Here are some things I didn't expect

I have to be honest with you, I didn't expect the extra money that would come with the surgery.  First, just because the surgery is covered by your insurance does not mean it is free.  Check with your insurance company about your deductible.  So you don't have a nervous breakdown like I almost did with a call three days before saying that you will owe $845 ... I was thinking BEFORE they would do the surgery.  Turns out they will bill you, but still!  So I have THAT bill.  And I was like okay whatever.  But then after surgery I got another bill from the two anesthesiologists.  THAT bill is about $950.  So I am in for almost $2000 that I will have to pay out of pocket.  I am sure I can go on a payment plan but still .... Unexpected.  Then there's the protein powders.  If you find one you like you are gonna want it.  The one I LOVE is kinda pricey.  Then there's the prescriptions for the first six months (for acid reflux and gall stone prevention one).  Then there's the multivitamin (you can't cheap out on these ya gotta be sure you are getting all you need), the calcium chews/tabs, the B12 tabs.  Then there's the new clothes you are gonna need if you are not blessed as I was to have a good friend give you a bunch. Cause when you are losing weight and feelings good, who the hell wants to hang around in frumpy clothes?  Savers had been a LIFE saver as well as my good friend, Nancy!  Thank heavens!  She gave me SO many awesome clothes!  She lost weight on Weight Watchers and is looking and doing fabulous!  Thanks girl!

Soon I will need to do some underwear and bra shopping.  PLUS I will need a new bathing suit for summer!  Oh boy!
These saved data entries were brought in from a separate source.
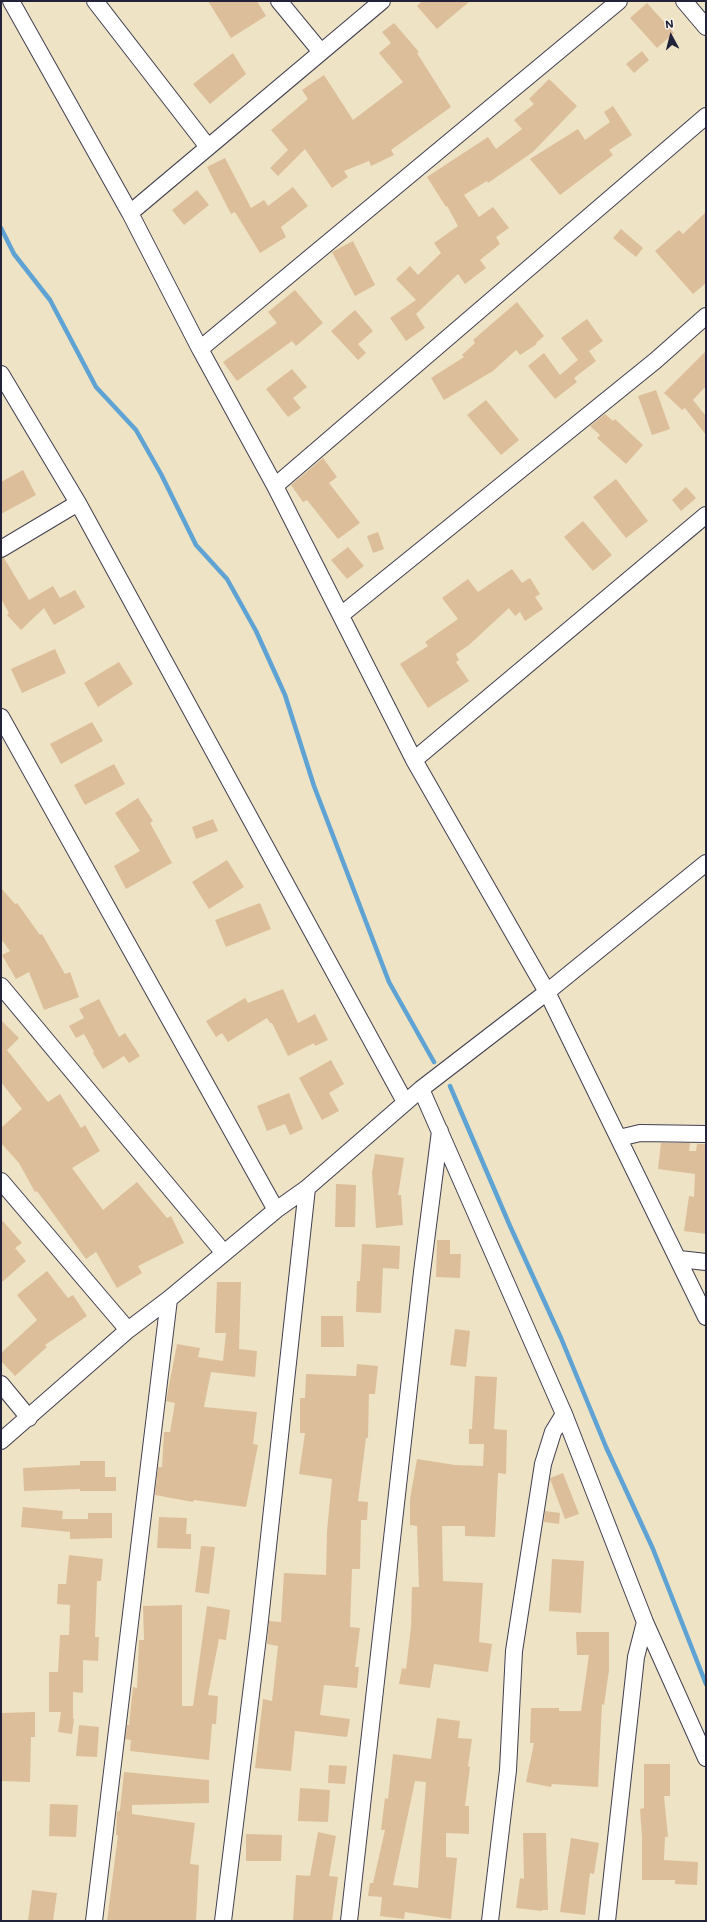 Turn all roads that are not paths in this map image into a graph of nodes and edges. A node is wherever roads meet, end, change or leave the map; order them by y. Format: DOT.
graph roads {
  1 [pos="10,1"];
  2 [pos="95,1"];
  3 [pos="279,1"];
  4 [pos="382,1"];
  5 [pos="619,1"];
  6 [pos="684,1"];
  7 [pos="706,27"];
  8 [pos="321,52"];
  9 [pos="706,116"];
  10 [pos="208,147"];
  11 [pos="130,213"];
  12 [pos="706,316"];
  13 [pos="200,349"];
  14 [pos="1,374"];
  15 [pos="275,486"];
  16 [pos="78,503"];
  17 [pos="706,515"];
  18 [pos="1,549"];
  19 [pos="340,616"];
  20 [pos="2,722"];
  21 [pos="414,760"];
  22 [pos="706,863"];
  23 [pos="1,986"];
  24 [pos="547,992"];
  25 [pos="421,1089"];
  26 [pos="405,1102"];
  27 [pos="440,1131"];
  28 [pos="706,1134"];
  29 [pos="619,1138"];
  30 [pos="453,1162"];
  31 [pos="434,1177"];
  32 [pos="1,1181"];
  33 [pos="307,1188"];
  34 [pos="276,1210"];
  35 [pos="224,1253"];
  36 [pos="679,1259"];
  37 [pos="706,1262"];
  38 [pos="169,1299"];
  39 [pos="706,1316"];
  40 [pos="128,1330"];
  41 [pos="1,1384"];
  42 [pos="564,1414"];
  43 [pos="29,1418"];
  44 [pos="1,1441"];
  45 [pos="645,1622"];
  46 [pos="706,1758"];
  47 [pos="94,1921"];
  48 [pos="223,1921"];
  49 [pos="348,1921"];
  50 [pos="490,1921"];
  51 [pos="607,1921"];
  1 -- 11 [label="street"];
  2 -- 10 [label="street"];
  3 -- 8 [label="street"];
  4 -- 8 [label="street"];
  5 -- 13 [label="street"];
  6 -- 7 [label="street"];
  8 -- 10 [label="street"];
  9 -- 15 [label="street"];
  10 -- 11 [label="street"];
  11 -- 13 [label="street"];
  12 -- 19 [label="street"];
  13 -- 15 [label="street"];
  14 -- 16 [label="street"];
  15 -- 19 [label="street"];
  16 -- 18 [label="street"];
  16 -- 26 [label="street"];
  17 -- 21 [label="street"];
  19 -- 21 [label="street"];
  20 -- 34 [label="street"];
  21 -- 24 [label="street"];
  22 -- 24 [label="street"];
  23 -- 35 [label="street"];
  24 -- 25 [label="street"];
  24 -- 29 [label="street"];
  25 -- 26 [label="street"];
  25 -- 27 [label="street"];
  26 -- 33 [label="street"];
  27 -- 30 [label="street"];
  27 -- 31 [label="street"];
  28 -- 29 [label="street"];
  29 -- 36 [label="street"];
  30 -- 31 [label="street"];
  30 -- 42 [label="street"];
  31 -- 49 [label="street"];
  32 -- 40 [label="street"];
  33 -- 34 [label="street"];
  33 -- 48 [label="street"];
  34 -- 35 [label="street"];
  35 -- 38 [label="street"];
  36 -- 37 [label="street"];
  36 -- 39 [label="street"];
  38 -- 40 [label="street"];
  38 -- 47 [label="street"];
  40 -- 43 [label="street"];
  41 -- 43 [label="street"];
  42 -- 45 [label="street"];
  42 -- 50 [label="street"];
  43 -- 44 [label="street"];
  45 -- 46 [label="street"];
  45 -- 51 [label="street"];
} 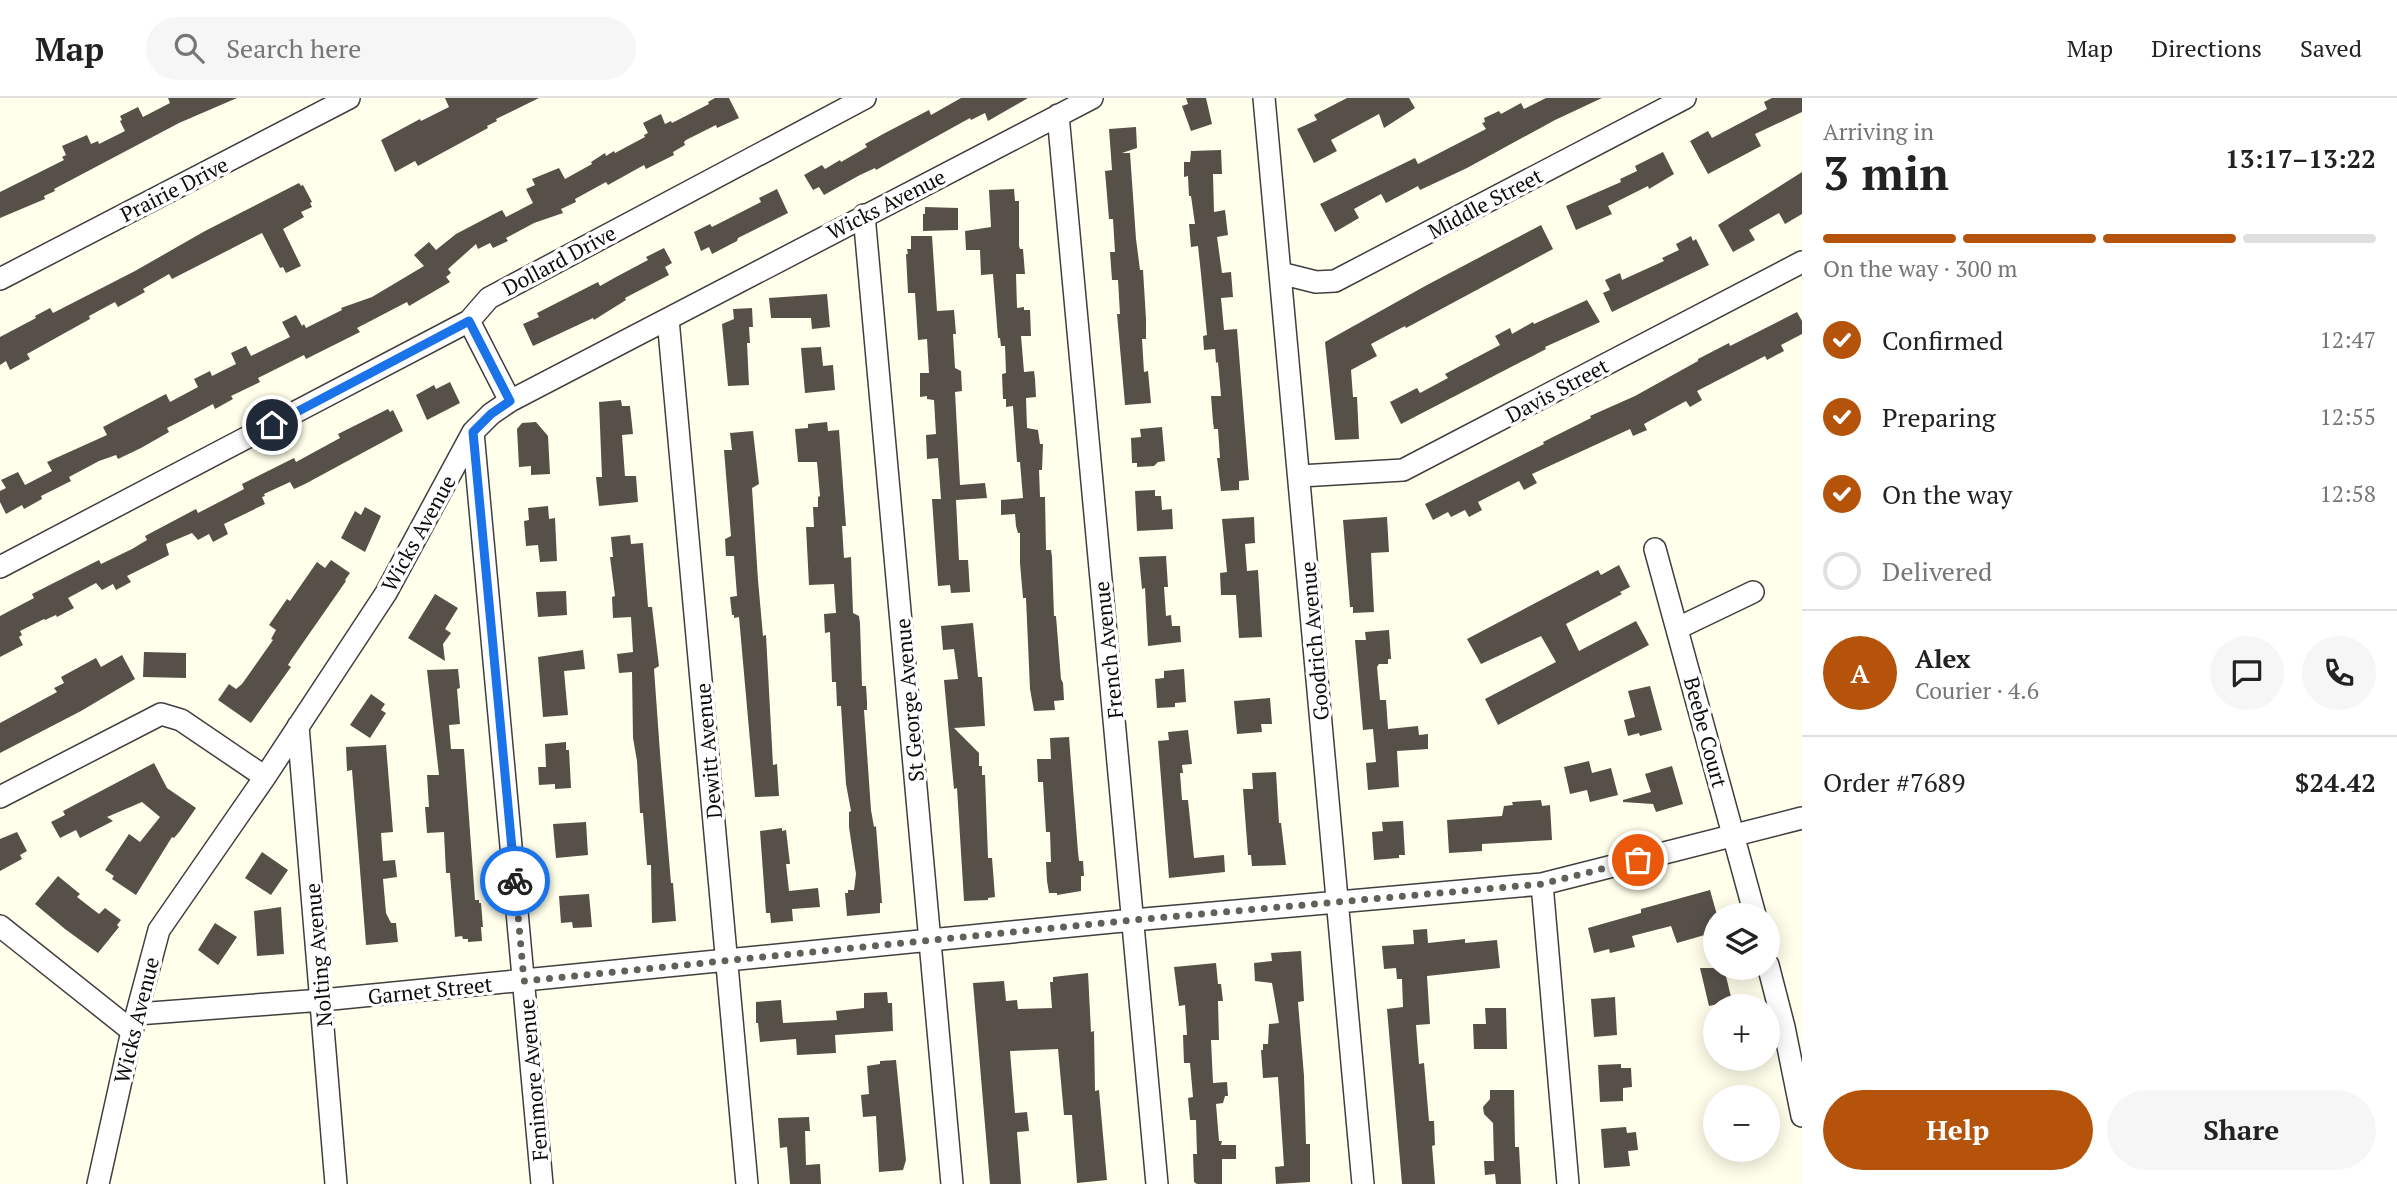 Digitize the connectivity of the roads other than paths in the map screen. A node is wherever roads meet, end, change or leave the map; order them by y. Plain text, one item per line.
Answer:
1 (349, 98) edge
2 (865, 98) edge
3 (1092, 98) edge
4 (1264, 98) edge
5 (1685, 98) edge
6 (1058, 115) junction
7 (864, 215) junction
8 (1802, 262) edge
9 (1280, 273) junction
10 (0, 279) edge
11 (668, 319) junction
12 (469, 321) junction
13 (510, 401) junction
14 (473, 432) junction
15 (1300, 476) junction
16 (1655, 549) dead end
17 (0, 567) edge
18 (1753, 592) dead end
19 (1678, 628) junction
20 (298, 726) junction
21 (265, 777) junction
22 (0, 797) edge
23 (1802, 818) edge
24 (1734, 836) junction
25 (1542, 884) junction
26 (1337, 902) junction
27 (1752, 903) edge
28 (1133, 920) junction
29 (0, 926) edge
30 (931, 941) junction
31 (728, 960) junction
32 (1772, 980) edge
33 (524, 981) junction
34 (322, 1000) junction
35 (134, 1022) junction
36 (1802, 1116) edge
37 (98, 1184) edge
38 (336, 1184) edge
39 (542, 1184) edge
40 (747, 1184) edge
41 (952, 1184) edge
42 (1157, 1184) edge
43 (1363, 1184) edge
44 (1568, 1184) edge

1 - 10 street, Prairie Drive
2 - 12 street, Dollard Drive
3 - 6 street, Wicks Avenue
4 - 9 street, Goodrich Avenue
5 - 9 street, Middle Street
6 - 7 street, Wicks Avenue
6 - 28 street, French Avenue
7 - 11 street, Wicks Avenue
7 - 30 street, St George Avenue
8 - 15 street, Davis Street
9 - 15 street, Goodrich Avenue
11 - 13 street, Wicks Avenue
11 - 31 street, Dewitt Avenue
12 - 13 street
12 - 17 street, Dollard Drive
13 - 14 street, Wicks Avenue
14 - 20 street, Wicks Avenue
14 - 33 street, Fenimore Avenue
15 - 26 street, Goodrich Avenue
16 - 19 street, Beebe Court
18 - 19 street
19 - 24 street, Beebe Court
20 - 21 street, Wicks Avenue
20 - 34 street, Nolting Avenue
21 - 22 street
21 - 35 street, Wicks Avenue
23 - 24 street, Garnet Street
24 - 25 street, Garnet Street
24 - 27 street, Beebe Court
25 - 26 street, Garnet Street
25 - 44 street
26 - 28 street, Garnet Street
26 - 43 street, Goodrich Avenue
28 - 30 street, Garnet Street
28 - 42 street, French Avenue
29 - 35 street
30 - 31 street, Garnet Street
30 - 41 street, St George Avenue
31 - 33 street, Garnet Street
31 - 40 street, Dewitt Avenue
32 - 36 street
33 - 34 street, Garnet Street
33 - 39 street, Fenimore Avenue
34 - 35 street, Garnet Street
34 - 38 street, Nolting Avenue
35 - 37 street, Wicks Avenue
So all these little things add up.  Just an FYI.  
Keeping you informed! 
Peace!
Here is a picture of me recently!
Not the greatest ... the wind was whipping my hair back and forth! LOL!
The pants are an 18 and shirt an 18/20!  Not been that size for QUITE some time!
Not too shabby for eight weeks out!





























Friday, April 12, 2013

The ugly

I wrote this below a few nights ago ... I wasn't going to post it.  It was sitting there as a draft.  Ya know what?  I am posting it.  I feel much better then when I wrote this and I think it's important to share as others may be feeling this way and maybe it will make them feel not so alone.  I promised to always be honest.  So, dear readers, I am in a better place today.  Carry on
-T


I feel frustrated tonight.  Well the past day or so really.  I feel like cognitively I have not grasped the concept of the finality of what goes on inside my body.  I will NEVER be able to eat like I used to.  Ever.  My insides will always be different than most.  My stomach sliced, intestines re-routed.  Every time I eat, I think about it.  Will this be ok?  Will I get sick?  Why are my insides making that awful sound?  Why am I so gassy?  How much protein did I have today?  Did I take all my vitamins/meds? Did I drink enough water?
I feel worn out and tired of thinking about it.  Fucking exhausted actually.  I think now more about food and what goes into my body then I ever have!  I am sick of it.

I feel like when I see all the stories of people going from a size whatever to a super small size I cannot even fathom my bones alone fitting into that size.  But I have seen pictures!  Of women who were BIGGER than me to start and they are in a size 4 pants!  Say what!?  I am not sure if you stripped all the fat and skin off my bones that my pelvis alone would fit into a 4 pants!  As an adult I have never been smaller than a size 14.   How will I get there?  How long will it take?  Is it even possible?!

I am not patient.  I am bitchy today and I am roaring.  Lots of stuff in my head.  No regrets ...just a LOT of frustration!